Source: CCTV.com

01-06-2008 13:30

China's property market has gotten chilly just like the weather in many cities across the country. In Beijing and Shanghai, property transaction has dropped for three consecutive months as of December, some by as much as 20 to 30 percent.

The real estate market cools off in Beijing, Shanghai and other previously red-hot property markets in China.
The real estate market cools off in Beijing, Shanghai 
and other previously red-hot property markets in China.

Beijing's winter has been around zero degree. However, some real estate agents are still standing outside to woo customers.

Wang Feiqin, manager 21 Century Real Estate, said, "As you can see, we have staff outside the office even though it's very cold. That's how hard we're trying to find customers. It's a reflection of the sentiment of the market."

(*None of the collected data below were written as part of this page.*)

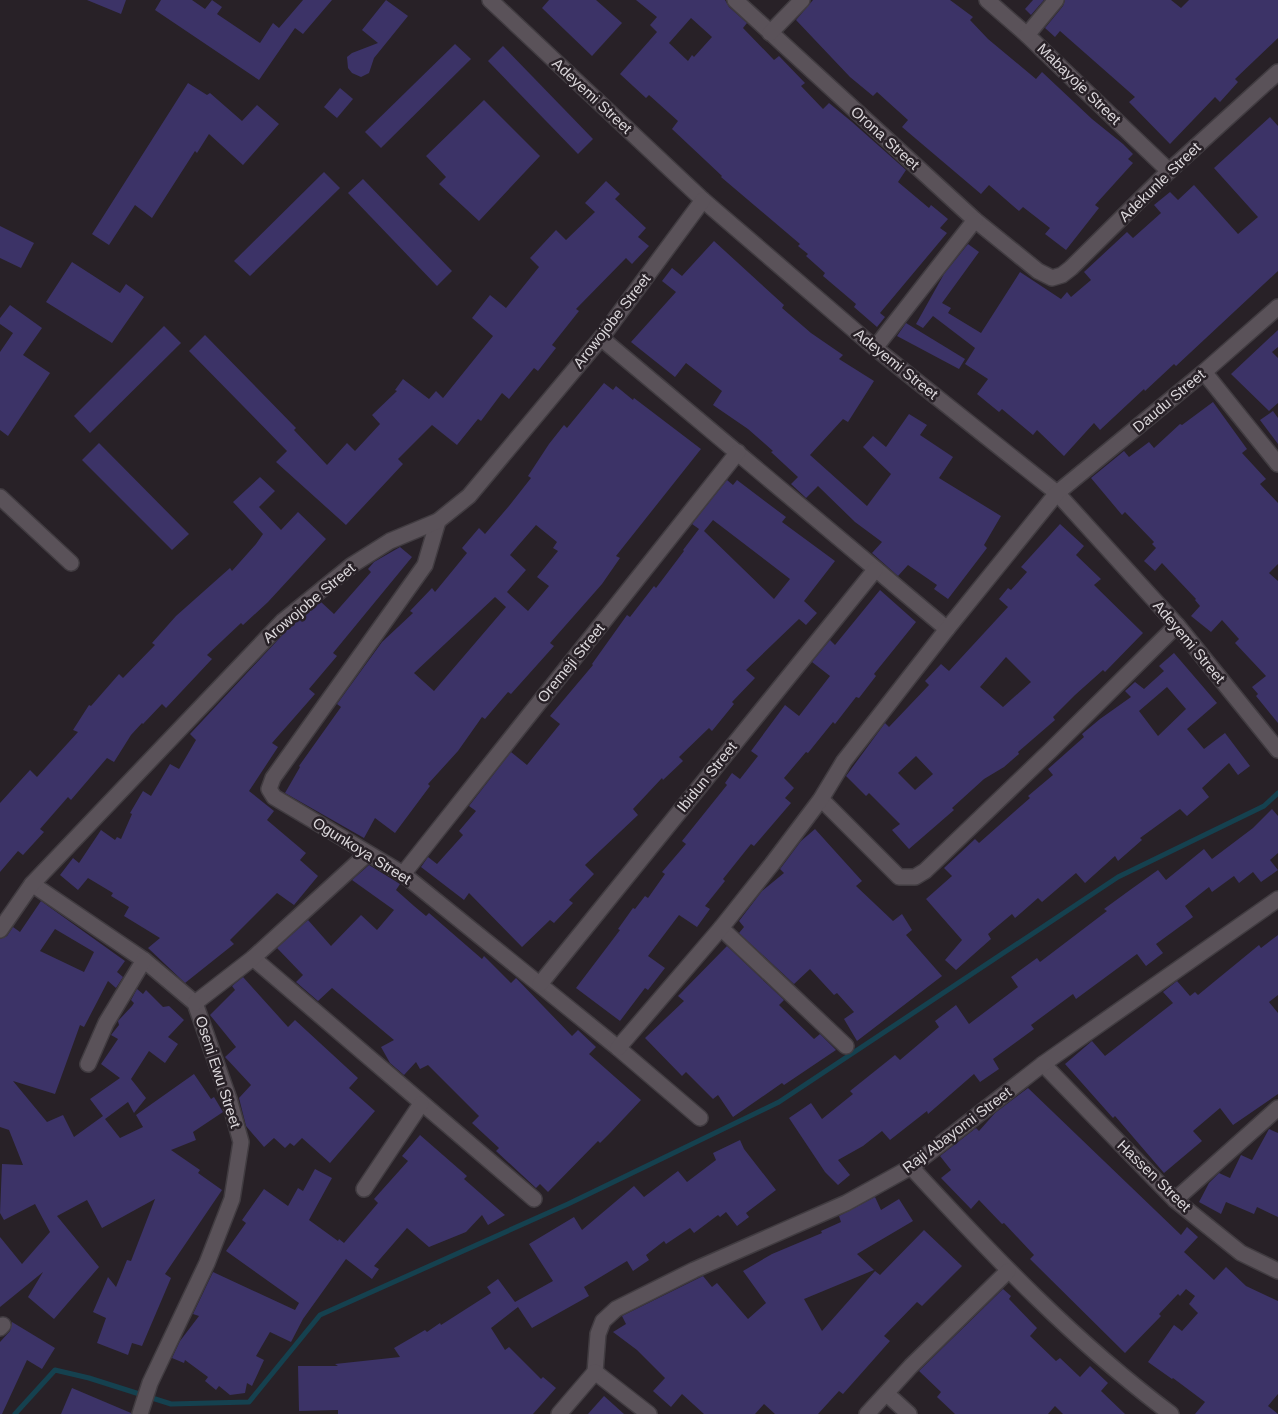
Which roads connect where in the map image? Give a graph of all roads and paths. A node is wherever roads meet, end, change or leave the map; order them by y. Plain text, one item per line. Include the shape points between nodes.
1 (490, 0) edge
2 (735, 0) edge
3 (802, 0) edge
4 (987, 0) edge
5 (1056, 0) edge
6 (770, 34) junction
7 (1027, 35) junction
8 (1278, 72) edge
9 (1169, 171) junction
10 (703, 200) junction
11 (975, 220) junction
12 (1038, 271) joint
13 (1278, 306) edge
14 (601, 338) junction
15 (875, 348) junction
16 (1204, 372) junction
17 (738, 452) junction
18 (1278, 464) edge
19 (1057, 494) junction
20 (0, 497) edge
21 (438, 521) junction
22 (71, 563) dead end
23 (875, 570) junction
24 (1177, 625) junction
25 (947, 629) junction
26 (1278, 750) edge
27 (822, 798) junction
28 (367, 854) junction
29 (403, 874) junction
30 (32, 884) junction
31 (1278, 899) edge
32 (721, 928) junction
33 (0, 930) edge
34 (254, 958) junction
35 (144, 960) junction
36 (540, 984) junction
37 (195, 1003) junction
38 (846, 1046) dead end
39 (618, 1048) junction
40 (88, 1064) dead end
41 (1043, 1064) junction
42 (421, 1104) junction
43 (1278, 1108) edge
44 (700, 1118) dead end
45 (911, 1167) junction
46 (364, 1189) dead end
47 (534, 1199) dead end
48 (1175, 1200) junction
49 (1008, 1271) junction
50 (1278, 1271) edge
51 (595, 1372) junction
52 (887, 1394) junction
53 (141, 1411) edge
54 (559, 1414) edge
55 (649, 1414) edge
56 (868, 1414) edge
57 (909, 1414) edge
58 (1172, 1414) edge

1 - 10 street, Adeyemi Street
2 - 6 street, Orona Street
3 - 6 street
4 - 7 street, Mabayoje Street
5 - 7 street
6 - 11 street, Orona Street
7 - 9 street, Mabayoje Street
8 - 9 street, Adekunle Street
9 - 12 street, Adekunle Street via 1062,276 1052,278
10 - 14 street, Arowojobe Street
10 - 15 street, Adeyemi Street
11 - 12 street, Orona Street
11 - 15 street
13 - 16 street, Daudu Street
14 - 17 street
14 - 21 street, Arowojobe Street via 469,496
15 - 19 street, Adeyemi Street
16 - 18 street
16 - 19 street, Daudu Street
17 - 23 street
17 - 29 street, Oremeji Street
19 - 24 street, Adeyemi Street
19 - 25 street, Daudu Street
20 - 22 street
21 - 28 street, Ogunkoya Street via 425,565 273,778 269,789 274,797
21 - 30 street, Arowojobe Street via 390,541 352,565 283,621
23 - 25 street
23 - 36 street, Ibidun Street
24 - 26 street, Adeyemi Street
24 - 27 street via 1044,757 915,877 899,877
25 - 27 street, Daudu Street via 844,761
27 - 32 street, Daudu Street
28 - 29 street, Ogunkoya Street
28 - 34 street
29 - 36 street, Ogunkoya Street
30 - 33 street, Arowojobe Street
30 - 35 street, Oseni Ewu Street
31 - 41 street, Raji Abayomi Street
32 - 38 street
32 - 39 street, Daudu Street
34 - 37 street
34 - 42 street
35 - 37 street, Oseni Ewu Street
35 - 40 street via 106,1024
36 - 39 street, Ogunkoya Street
37 - 53 street, Oseni Ewu Street via 241,1142 232,1199 207,1263 150,1383
39 - 44 street, Ogunkoya Street
41 - 45 street, Raji Abayomi Street
41 - 48 street, Hassen Street
42 - 46 street
42 - 47 street
43 - 48 street
45 - 49 street
45 - 51 street, Raji Abayomi Street via 846,1203 694,1270 616,1309 602,1322 598,1334
48 - 50 street, Hassen Street via 1241,1253
49 - 52 street via 911,1366
49 - 58 street via 1127,1381
51 - 54 street
51 - 55 street
52 - 56 street
52 - 57 street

Some real estate agents say, they feel cold not only because of the weather, but also because of the lack of activity in the property market.

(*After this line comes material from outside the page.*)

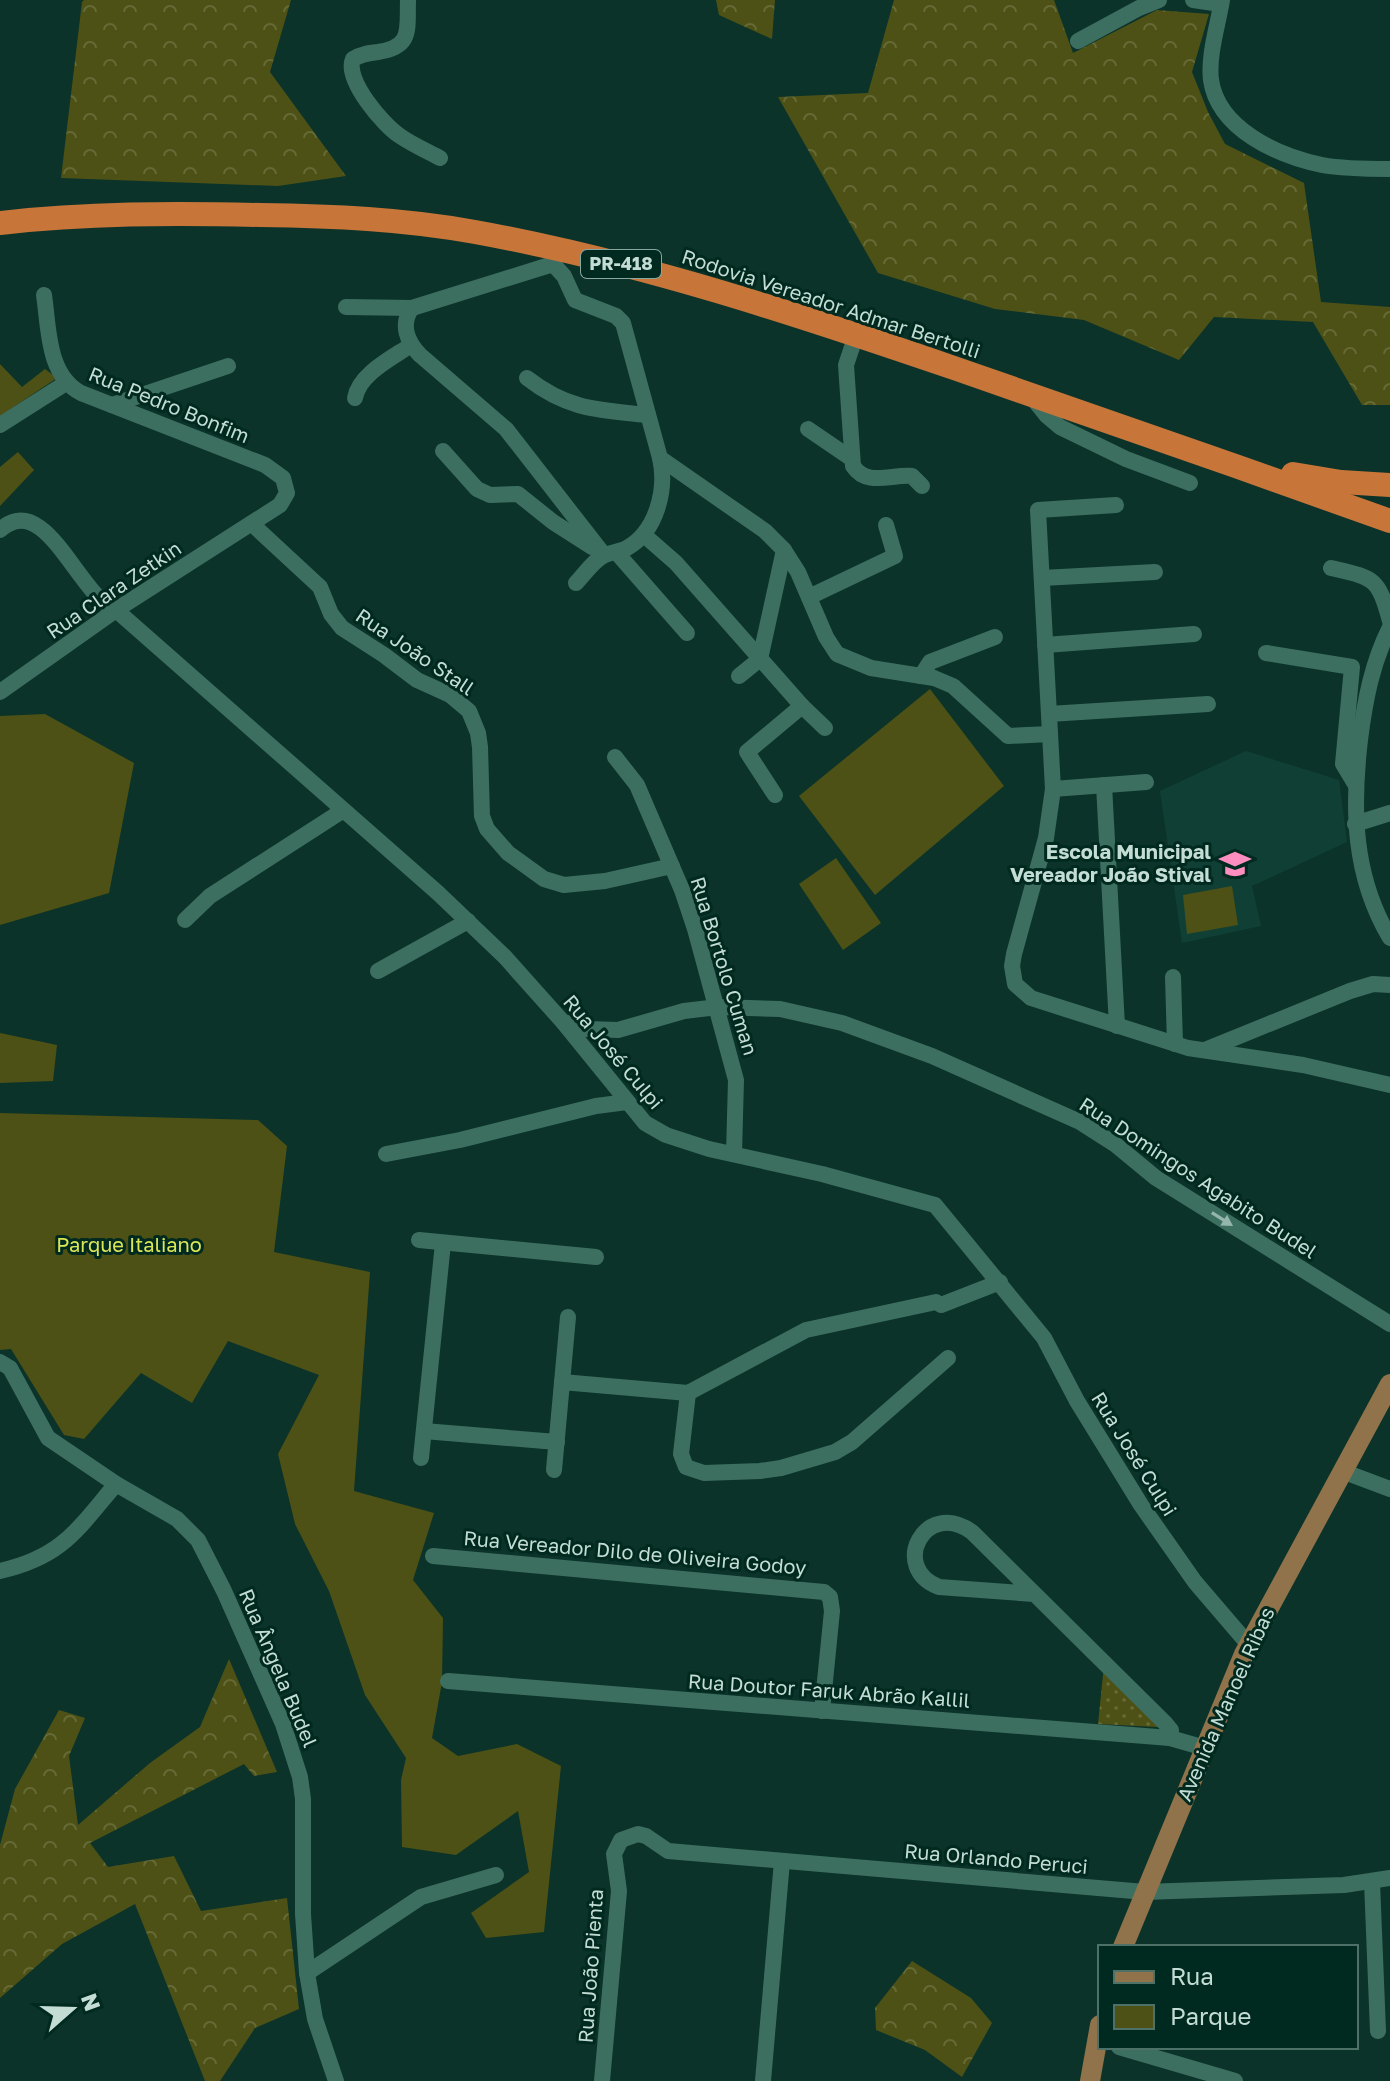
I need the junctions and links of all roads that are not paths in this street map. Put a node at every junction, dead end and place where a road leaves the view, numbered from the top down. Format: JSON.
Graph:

Hu Jinghui, vice president 515J Real Estate Agency, said, "Transaction numbers have clearly been falling Beijing's property activity last month shrank by one third compared to November."

The plummeting number of transactions is also evident in Shanghai and Shenzhen.

At the same time, property price increases have also lost momentum. December recorded a three percent inflation over the month of November, far less than the eight percent level for the year. Analysts say, the inflexion point for some cities' property market may soon appear. They say property prices may fall in 2008, especially in Guangzhou and Shenzhen.

Li Wenjie, deputy chairman Beijing Real Estate Agency Association, said, "Guangzhou and Shenzhen have a very high proportion of investors in the property market, over 60 percent. Because of that, there are price bubbles due to speculation. We forecast the property prices in the two cities may drop as much as 20 percent this year."

However, experts say for Beijing and Shanghai real estate markets, only around 20 percent are investing, while more than 70 percent are buying to meet their own needs. Therefore prices are likely to rise steadily in the future. However, there will still be some variables.

Yin Zhongli, deputy director Financial Market Research Institute, CASS, said, "If the stock market in 2008 keeps climbing, it will have a big impact on the property price. And if CPI also rises further to exceed 7 percent, the central bank would have stricter policies on financing. That would in turn, significantly affect the property market."

Experts say since the CPI and performance of stock market have yet to unfold, the property trend for 2008 remains uncertain for now.